• **Your instructions**:
From the entries below, copy exactly the lines from the one that contains "for playing important</text>" through the one that contains "of Cambodian Police</text>", both included, and only those.

[[ Data supplied, beginning ]]

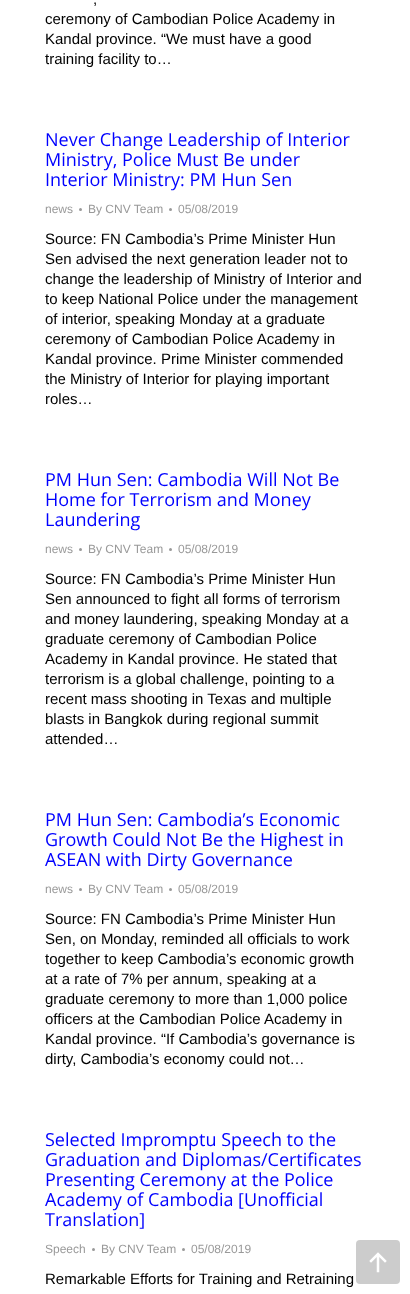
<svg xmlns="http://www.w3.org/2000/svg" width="410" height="1294">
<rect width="100%" height="100%" fill="#fff"/>
<text x="93" y="4" style="font-family:Liberation Sans;font-size:15px;fill:#000">,</text>
<text x="45" y="24" style="font-family:Liberation Sans;font-size:15px;fill:#000">ceremony of Cambodian Police Academy in</text>
<text x="45" y="44" style="font-family:Liberation Sans;font-size:15px;fill:#000">Kandal province. “We must have a good</text>
<text x="45" y="64" style="font-family:Liberation Sans;font-size:15px;fill:#000">training facility to…</text>
<text x="45" y="146" style="font-family:Open Sans;font-size:18px;fill:#00f">Never Change Leadership of Interior</text>
<text x="45" y="166" style="font-family:Open Sans;font-size:18px;fill:#00f">Ministry, Police Must Be under</text>
<text x="45" y="186" style="font-family:Open Sans;font-size:18px;fill:#00f">Interior Ministry: PM Hun Sen</text>
<text x="45" y="213" style="font-family:Liberation Sans;font-size:12px;fill:#999">news</text>
<circle cx="80.5" cy="209.5" r="1.5" fill="#999"/>
<text x="88" y="213" style="font-family:Liberation Sans;font-size:12px;fill:#999">By CNV Team</text>
<circle cx="170.5" cy="209.5" r="1.5" fill="#999"/>
<text x="178" y="213" style="font-family:Liberation Sans;font-size:12px;fill:#999">05/08/2019</text>
<text x="45" y="244" style="font-family:Liberation Sans;font-size:15px;fill:#000">Source: FN Cambodia’s Prime Minister Hun</text>
<text x="45" y="264" style="font-family:Liberation Sans;font-size:15px;fill:#000">Sen advised the next generation leader not to</text>
<text x="45" y="284" style="font-family:Liberation Sans;font-size:15px;fill:#000">change the leadership of Ministry of Interior and</text>
<text x="45" y="304" style="font-family:Liberation Sans;font-size:15px;fill:#000">to keep National Police under the management</text>
<text x="45" y="324" style="font-family:Liberation Sans;font-size:15px;fill:#000">of interior, speaking Monday at a graduate</text>
<text x="45" y="344" style="font-family:Liberation Sans;font-size:15px;fill:#000">ceremony of Cambodian Police Academy in</text>
<text x="45" y="364" style="font-family:Liberation Sans;font-size:15px;fill:#000">Kandal province. Prime Minister commended</text>
<text x="45" y="384" style="font-family:Liberation Sans;font-size:15px;fill:#000">the Ministry of Interior for playing important</text>
<text x="45" y="404" style="font-family:Liberation Sans;font-size:15px;fill:#000">roles…</text>
<text x="45" y="486" style="font-family:Open Sans;font-size:18px;fill:#00f">PM Hun Sen: Cambodia Will Not Be</text>
<text x="45" y="506" style="font-family:Open Sans;font-size:18px;fill:#00f">Home for Terrorism and Money</text>
<text x="45" y="526" style="font-family:Open Sans;font-size:18px;fill:#00f">Laundering</text>
<text x="45" y="553" style="font-family:Liberation Sans;font-size:12px;fill:#999">news</text>
<circle cx="80.5" cy="549.5" r="1.5" fill="#999"/>
<text x="88" y="553" style="font-family:Liberation Sans;font-size:12px;fill:#999">By CNV Team</text>
<circle cx="170.5" cy="549.5" r="1.5" fill="#999"/>
<text x="178" y="553" style="font-family:Liberation Sans;font-size:12px;fill:#999">05/08/2019</text>
<text x="45" y="584" style="font-family:Liberation Sans;font-size:15px;fill:#000">Source: FN Cambodia’s Prime Minister Hun</text>
<text x="45" y="604" style="font-family:Liberation Sans;font-size:15px;fill:#000">Sen announced to fight all forms of terrorism</text>
<text x="45" y="624" style="font-family:Liberation Sans;font-size:15px;fill:#000">and money laundering, speaking Monday at a</text>
<text x="45" y="644" style="font-family:Liberation Sans;font-size:15px;fill:#000">graduate ceremony of Cambodian Police</text>
<text x="45" y="664" style="font-family:Liberation Sans;font-size:15px;fill:#000">Academy in Kandal province. He stated that</text>
<text x="45" y="684" style="font-family:Liberation Sans;font-size:15px;fill:#000">terrorism is a global challenge, pointing to a</text>
<text x="45" y="704" style="font-family:Liberation Sans;font-size:15px;fill:#000">recent mass shooting in Texas and multiple</text>
<text x="45" y="724" style="font-family:Liberation Sans;font-size:15px;fill:#000">blasts in Bangkok during regional summit</text>
<text x="45" y="744" style="font-family:Liberation Sans;font-size:15px;fill:#000">attended…</text>
<text x="45" y="826" style="font-family:Open Sans;font-size:18px;fill:#00f">PM Hun Sen: Cambodia’s Economic</text>
<text x="45" y="846" style="font-family:Open Sans;font-size:18px;fill:#00f">Growth Could Not Be the Highest in</text>
<text x="45" y="866" style="font-family:Open Sans;font-size:18px;fill:#00f">ASEAN with Dirty Governance</text>
<text x="45" y="893" style="font-family:Liberation Sans;font-size:12px;fill:#999">news</text>
<circle cx="80.5" cy="889.5" r="1.5" fill="#999"/>
<text x="88" y="893" style="font-family:Liberation Sans;font-size:12px;fill:#999">By CNV Team</text>
<circle cx="170.5" cy="889.5" r="1.5" fill="#999"/>
<text x="178" y="893" style="font-family:Liberation Sans;font-size:12px;fill:#999">05/08/2019</text>
<text x="45" y="924" style="font-family:Liberation Sans;font-size:15px;fill:#000">Source: FN Cambodia’s Prime Minister Hun</text>
<text x="45" y="944" style="font-family:Liberation Sans;font-size:15px;fill:#000">Sen, on Monday, reminded all officials to work</text>
<text x="45" y="964" style="font-family:Liberation Sans;font-size:15px;fill:#000">together to keep Cambodia’s economic growth</text>
<text x="45" y="984" style="font-family:Liberation Sans;font-size:15px;fill:#000">at a rate of 7% per annum, speaking at a</text>
<text x="45" y="1004" style="font-family:Liberation Sans;font-size:15px;fill:#000">graduate ceremony to more than 1,000 police</text>
<text x="45" y="1024" style="font-family:Liberation Sans;font-size:15px;fill:#000">officers at the Cambodian Police Academy in</text>
<text x="45" y="1044" style="font-family:Liberation Sans;font-size:15px;fill:#000">Kandal province. “If Cambodia’s governance is</text>
<text x="45" y="1064" style="font-family:Liberation Sans;font-size:15px;fill:#000">dirty, Cambodia’s economy could not…</text>
<text x="45" y="1146" style="font-family:Open Sans;font-size:18px;fill:#00f">Selected Impromptu Speech to the</text>
<text x="45" y="1166" style="font-family:Open Sans;font-size:18px;fill:#00f">Graduation and Diplomas/Certificates</text>
<text x="45" y="1186" style="font-family:Open Sans;font-size:18px;fill:#00f">Presenting Ceremony at the Police</text>
<text x="45" y="1206" style="font-family:Open Sans;font-size:18px;fill:#00f">Academy of Cambodia [Unofficial</text>
<text x="45" y="1226" style="font-family:Open Sans;font-size:18px;fill:#00f">Translation]</text>
<text x="45" y="1253" style="font-family:Liberation Sans;font-size:12px;fill:#999">Speech</text>
<circle cx="93.5" cy="1249.5" r="1.5" fill="#999"/>
<text x="101" y="1253" style="font-family:Liberation Sans;font-size:12px;fill:#999">By CNV Team</text>
<circle cx="183.5" cy="1249.5" r="1.5" fill="#999"/>
<text x="191" y="1253" style="font-family:Liberation Sans;font-size:12px;fill:#999">05/08/2019</text>
<text x="45" y="1284" style="font-family:Liberation Sans;font-size:15px;fill:#000">Remarkable Efforts for Training and Retraining</text>
<rect x="356" y="1240" width="44" height="44" rx="4" fill="#ccc"/>
<image x="369" y="1252" width="18" height="21" href="media/1.png"/>
</svg>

[[ Data supplied, end ]]

• **Answer to the exercise**:
<text x="45" y="384" style="font-family:Liberation Sans;font-size:15px;fill:#000">the Ministry of Interior for playing important</text>
<text x="45" y="404" style="font-family:Liberation Sans;font-size:15px;fill:#000">roles…</text>
<text x="45" y="486" style="font-family:Open Sans;font-size:18px;fill:#00f">PM Hun Sen: Cambodia Will Not Be</text>
<text x="45" y="506" style="font-family:Open Sans;font-size:18px;fill:#00f">Home for Terrorism and Money</text>
<text x="45" y="526" style="font-family:Open Sans;font-size:18px;fill:#00f">Laundering</text>
<text x="45" y="553" style="font-family:Liberation Sans;font-size:12px;fill:#999">news</text>
<circle cx="80.5" cy="549.5" r="1.5" fill="#999"/>
<text x="88" y="553" style="font-family:Liberation Sans;font-size:12px;fill:#999">By CNV Team</text>
<circle cx="170.5" cy="549.5" r="1.5" fill="#999"/>
<text x="178" y="553" style="font-family:Liberation Sans;font-size:12px;fill:#999">05/08/2019</text>
<text x="45" y="584" style="font-family:Liberation Sans;font-size:15px;fill:#000">Source: FN Cambodia’s Prime Minister Hun</text>
<text x="45" y="604" style="font-family:Liberation Sans;font-size:15px;fill:#000">Sen announced to fight all forms of terrorism</text>
<text x="45" y="624" style="font-family:Liberation Sans;font-size:15px;fill:#000">and money laundering, speaking Monday at a</text>
<text x="45" y="644" style="font-family:Liberation Sans;font-size:15px;fill:#000">graduate ceremony of Cambodian Police</text>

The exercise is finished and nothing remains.